22C:116, Lecture 18, Spring 2002

Douglas W. Jones
University of Iowa Department of Computer Science

File Systems -- A user view
An open file is an object! If we use the UNIX/C model, the object has the following methods:

read(buf, len)
write(buf, len)
transfer one buffer of data (any size) from or to the file, advancing the current file position by the number of bytes read or written. Return the number of characters read or written.

seek(pos, base)
move the current file position to pos, relative to the given base. the base may specify either the start of the file, the end of the file or the current position in the file. Return the resulting position in the file, relative to the start.

close()
the object destructor. This does not destroy the device or the storage allocated on a secondary memory device, it only destroys the file object through which the user gains access to that resource.

Of course, in UNIX, because the system interface is not itself object oriented, we add a first parameter to each of these, so instead of calling f.read(buf,len), we call read(fd,buf,len). In addition, because UNIX was originally a 16-bit system, seek(fd,pos,base) was defined as taking a 16-bit position parameter, and when UNIX was extended to allow longer files in the early 1970's, a new service, lseek, was introduced, allowing a 32-bit position to be passed. This involves no change in the abstraction.
In UNIX, the open-file object is a member of a polymorphic class. You can open a disk file, but you can also open a network socket, an interprocess pipe, or a physical device such as the parallel port or the floppy disk. When you open a physical device, you do so with no file system on that device, so if you read the floppy disk, your file position is relative to the raw hardware, with file position zero being track 0, sector 0, surface 0.
Some subclasses of the device class do not fully support the interface given here. You can't seek or write on a mouse or keyboard. You can't read from or seek on a printer. Other subclasses need extra operations, for example, on an asynchronous communications line, it is possible to set the baud rate, byte size, number of stop bits and parity. Because the UNIX interface is not object oriented, all devices support one additional operation:

ioctl(request, argp)
apply request, a device specific command, to this file object, passing a pointer to the argument list using argp. Request is an integer, with a meaning that depends on the device, and the structure of argp is also interpreted by the device.

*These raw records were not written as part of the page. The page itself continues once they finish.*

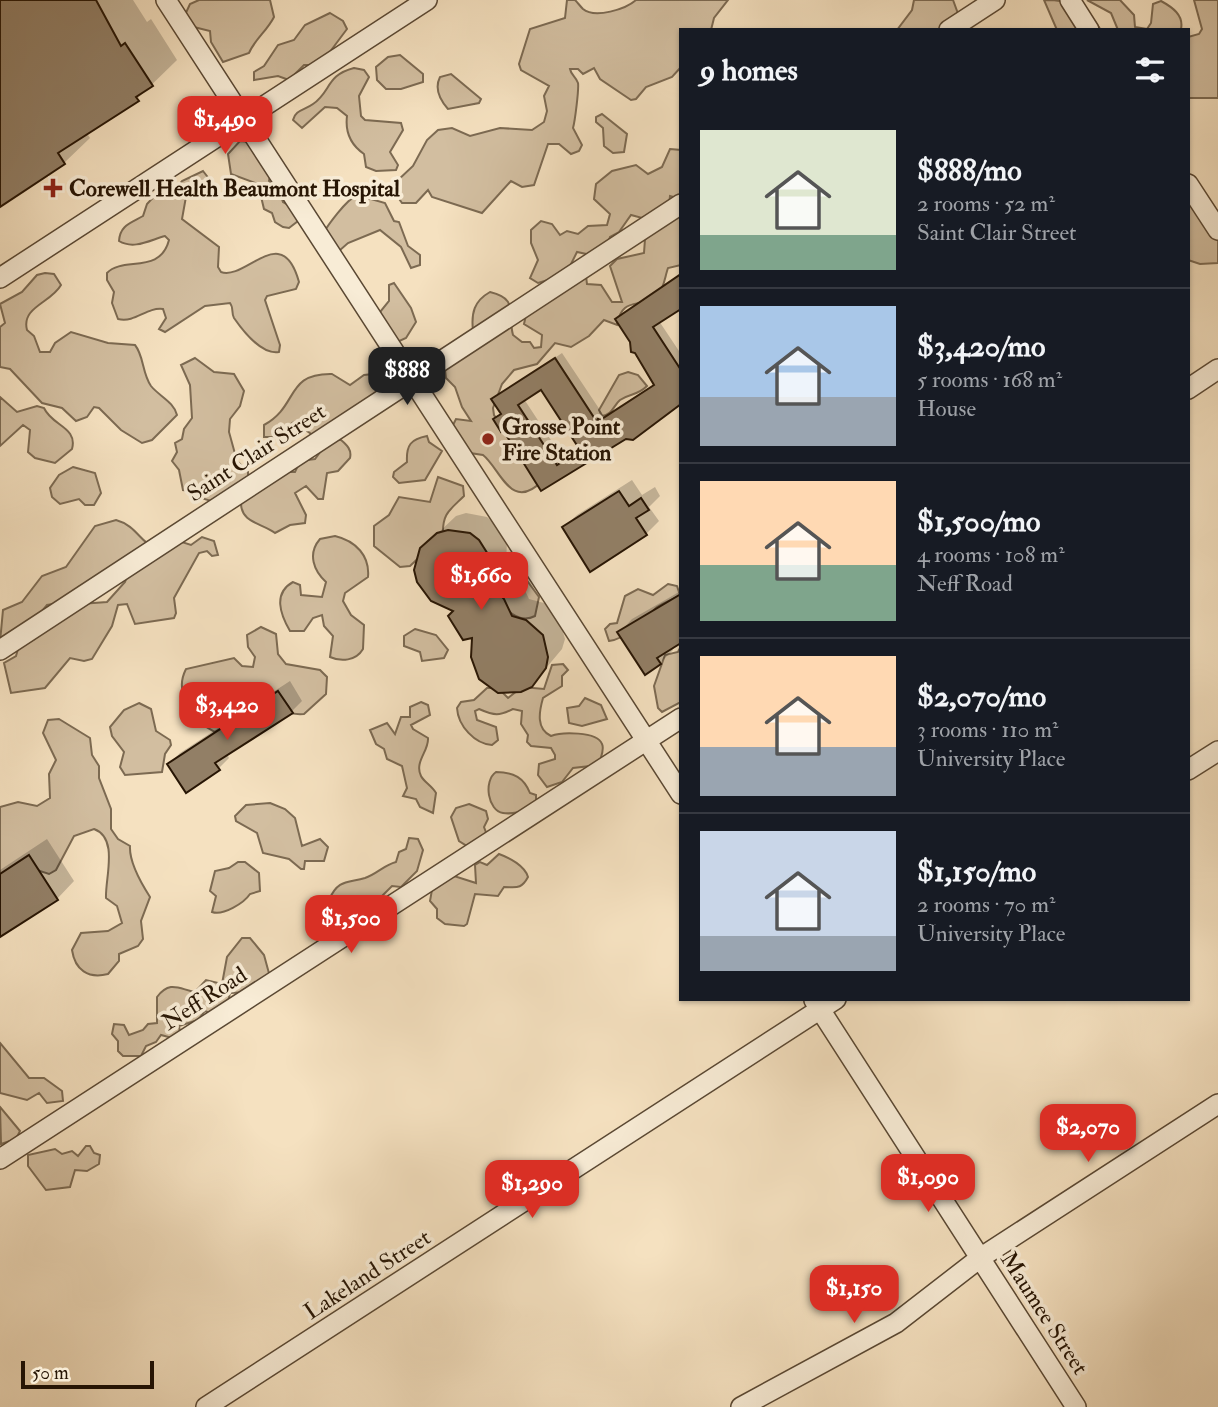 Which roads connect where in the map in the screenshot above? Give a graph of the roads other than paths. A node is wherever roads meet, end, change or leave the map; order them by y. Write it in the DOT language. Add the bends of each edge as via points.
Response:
graph roads {
  1 [pos="166,0"];
  2 [pos="427,0"];
  3 [pos="995,0"];
  4 [pos="1070,0"];
  5 [pos="952,28"];
  6 [pos="1088,28"];
  7 [pos="244,119"];
  8 [pos="1190,187"];
  9 [pos="679,205"];
  10 [pos="1218,230"];
  11 [pos="0,278"];
  12 [pos="1218,369"];
  13 [pos="413,379"];
  14 [pos="1190,387"];
  15 [pos="0,650"];
  16 [pos="679,719"];
  17 [pos="646,740"];
  18 [pos="1218,751"];
  19 [pos="1190,769"];
  20 [pos="679,791"];
  21 [pos="823,1003"];
  22 [pos="1218,1104"];
  23 [pos="0,1159"];
  24 [pos="980,1258"];
  25 [pos="206,1407"];
  26 [pos="741,1407"];
  27 [pos="1076,1407"];
  1 -- 7 [label="street"];
  2 -- 7 [label="street"];
  3 -- 5 [label="street"];
  4 -- 6 [label="street"];
  7 -- 11 [label="street"];
  7 -- 13 [label="street"];
  8 -- 10 [label="street"];
  9 -- 13 [label="street, Saint Clair Street"];
  12 -- 14 [label="street"];
  13 -- 15 [label="street, Saint Clair Street"];
  13 -- 17 [label="street"];
  16 -- 17 [label="street, Neff Road"];
  17 -- 20 [label="street"];
  17 -- 23 [label="street, Neff Road"];
  18 -- 19 [label="street"];
  21 -- 24 [label="street, Maumee Street"];
  21 -- 25 [label="street, Lakeland Street"];
  22 -- 24 [label="street"];
  24 -- 26 [label="street" via="896,1323"];
  24 -- 27 [label="street, Maumee Street"];
}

In addition, because file handles are stored in a special address space, the open file table of the process calling program, indexed by integers, we cannot manipulate file handles using normal memory addressing tools. Therefore, the system interface includes a special tool

fcntl(cmd, arg)
This masquerades as a method of the open-file object, and some of the things it does are indeed obscure operations on open files. Other things it does are connected to manipulating the handle itself! The actual operation requested is connected to cmd, and any parameter required by that operation is encoded in arg; both are integers. The meaning of the return value depends on cmd.

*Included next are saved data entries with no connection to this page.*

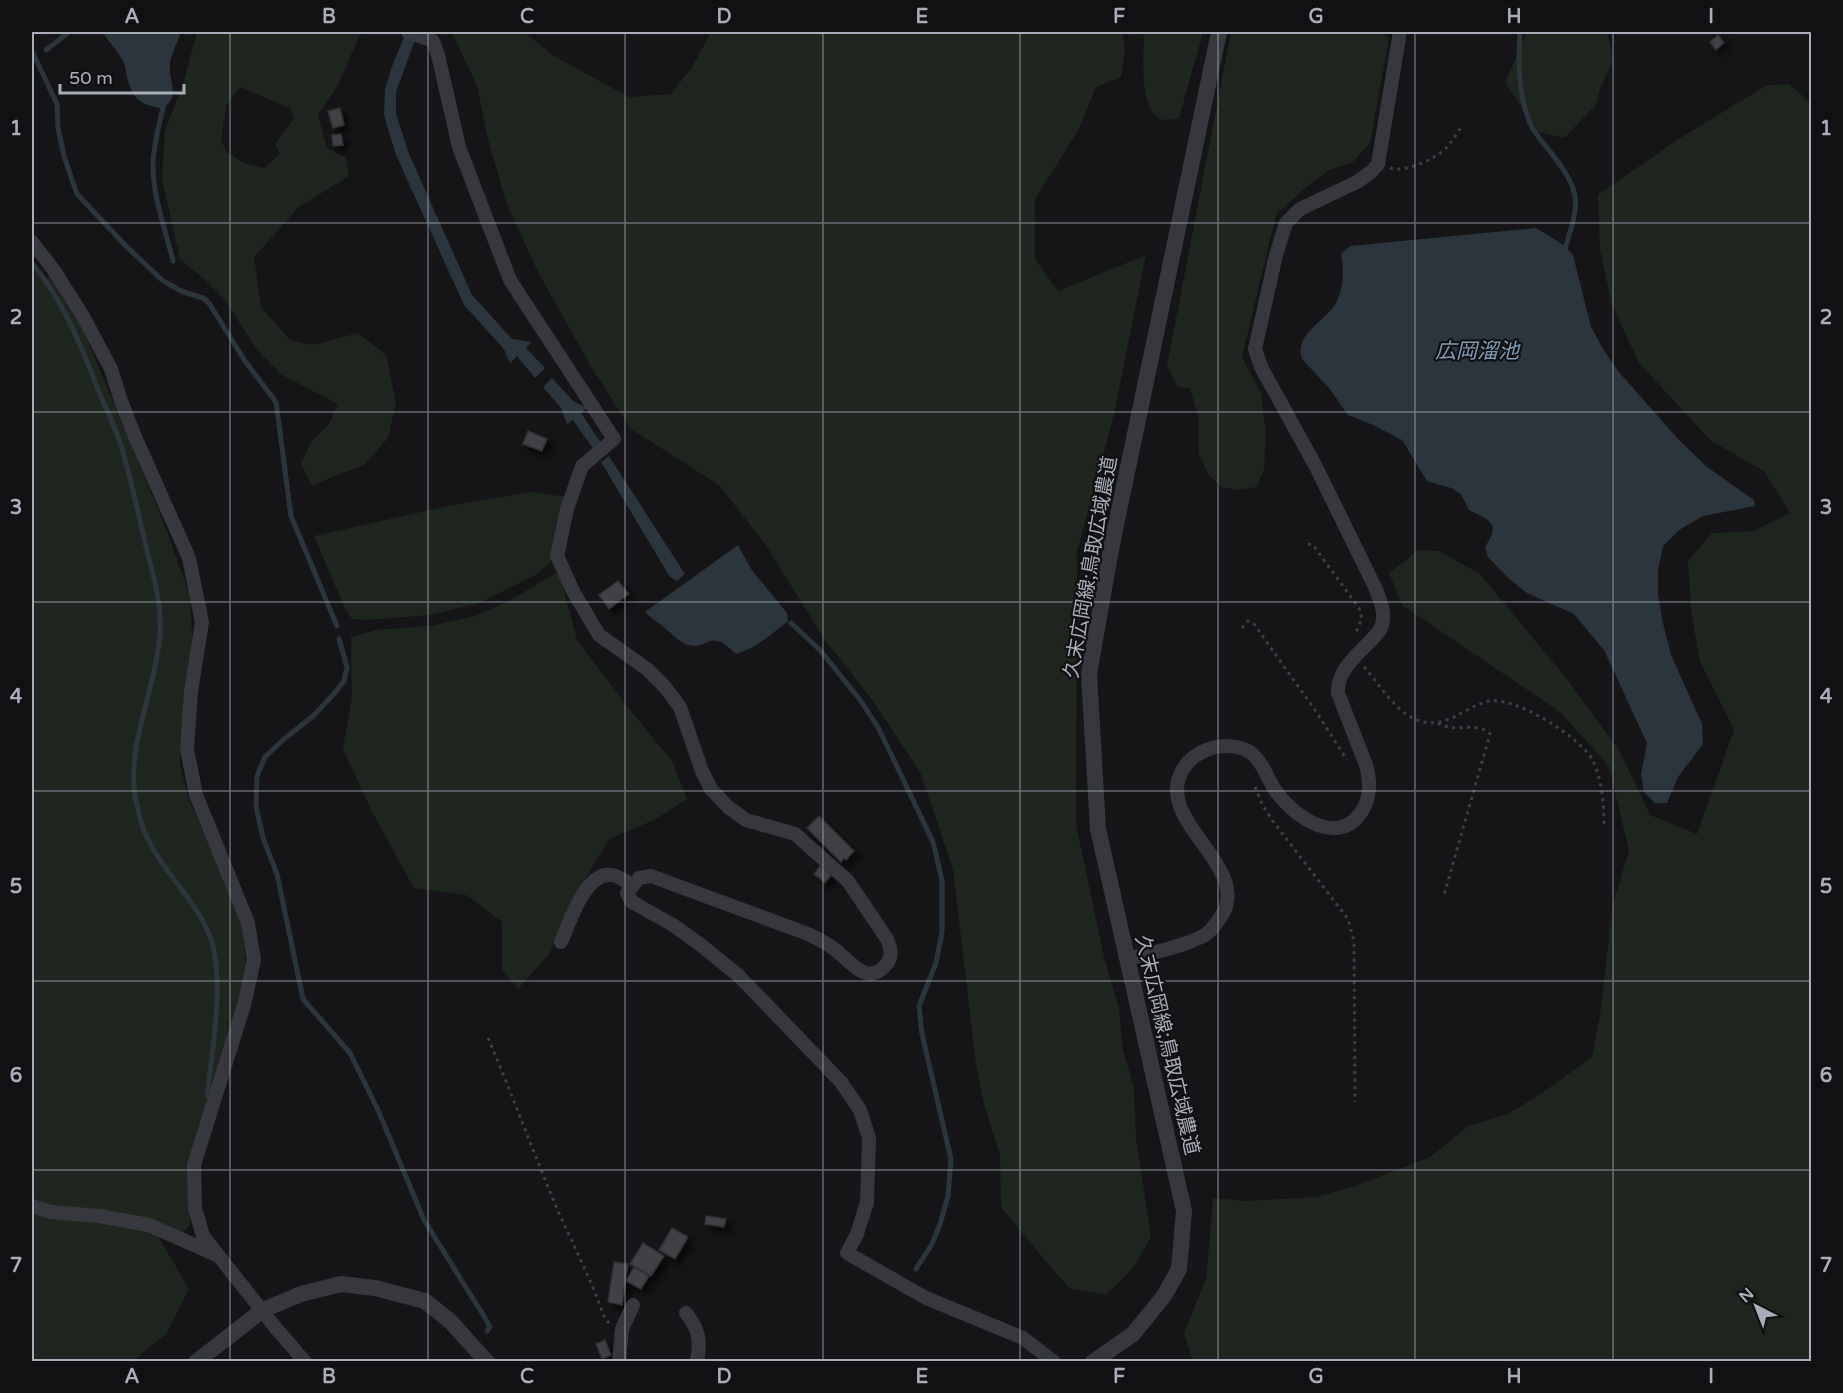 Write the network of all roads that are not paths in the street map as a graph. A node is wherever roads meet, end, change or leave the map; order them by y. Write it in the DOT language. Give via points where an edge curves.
graph roads {
  1 [pos="408,32"];
  2 [pos="1219,32"];
  3 [pos="1400,32"];
  4 [pos="32,242"];
  5 [pos="632,885"];
  6 [pos="561,942"];
  7 [pos="1127,959"];
  8 [pos="32,1206"];
  9 [pos="220,1257"];
  10 [pos="633,1305"];
  11 [pos="262,1310"];
  12 [pos="686,1313"];
  13 [pos="196,1362"];
  14 [pos="305,1362"];
  15 [pos="487,1362"];
  16 [pos="619,1362"];
  17 [pos="697,1362"];
  18 [pos="1054,1362"];
  19 [pos="1094,1362"];
  1 -- 5 [label="street" via="433,41 459,147 510,280 614,439 582,466 567,509 556,556 574,593 598,635 647,669 680,707 711,789 747,820 795,834 848,881 887,939 890,960 876,973 860,972 832,947 808,934 651,876 639,878"];
  2 -- 7 [label="street, 久末広岡線;鳥取広域農道" via="1113,537 1089,674 1098,829"];
  3 -- 7 [label="street" via="1378,164 1365,177 1300,209 1286,223 1255,349 1382,606 1380,630 1340,677 1338,693 1366,765 1368,798 1353,823 1343,828 1325,828 1287,804 1245,749 1218,746 1188,762 1178,778 1179,802 1228,886 1223,914 1203,937"];
  4 -- 9 [label="street" via="54,269 111,369 136,439 189,558 202,622 187,749 196,795 248,923 254,960 242,1013 194,1165 199,1225"];
  5 -- 6 [label="street" via="614,874 602,875 589,884"];
  5 -- 18 [label="street" via="627,893 632,902 673,925 739,976 841,1082 860,1110 869,1138 867,1202 847,1253 927,1298 1023,1338"];
  7 -- 19 [label="street, 久末広岡線;鳥取広域農道" via="1184,1210 1179,1269 1164,1296 1133,1334"];
  8 -- 9 [label="street" via="149,1225"];
  9 -- 11 [label="street"];
  10 -- 16 [label="street" via="622,1329"];
  11 -- 13 [label="street"];
  11 -- 14 [label="street"];
  11 -- 15 [label="street" via="301,1294 341,1284 375,1288 425,1302 450,1321"];
  12 -- 17 [label="street" via="699,1335"];
}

For each object, we expect there to be an object constructor, and there is such a constructor in UNIX, the open service.

env.open(filename,flags,mode)
search for the named file in the directory structure of the system and return an open-file object allowing access to that object.

Here, UNIX differs in a big way from MS/DOS and most other systems. In those systems, there may be multiple file systems, one per device. Therefore, open is relative to a device on those systems. Under DOS, however, the file name includes the textual encoding of the device name, further obscuring this.
In fact, open in UNIX is interpreted in the context of the environment of the current process, where, from the context of the open system call, the environment contains a pair of hidden objects, the current working directory of a process and the root directory of the process. Usually, the root is the root of the entire file system, but it need not be (the file system supports a method, chroot, that changes the process's root).
Directories -- A user view
A UNIX directory is just a kind of file; from the object oriented viewpoint, an open directory is a kind of open file, and the current process has, at any instant, one open directory for the root of the file system, and one open directory for the current working directory. These environment attributes may be manipulated by the following:

env.cd(filename)
search for the named file in the directory structure of the system and, if it is a directory, set the current working directory of the environment to that file.

env.chroot(filename)
search for the named file in the directory structure of the system and, if it is a directory, set the root directory of the environment to that file. The file name given must be reachable from the current root without following up-links in the directory structure. As a result, chroot can confine a process to a subtree of the directory structure, and once confined, the process cannot escape. To complete this confinement, the process also needs to change the current directory to the new root!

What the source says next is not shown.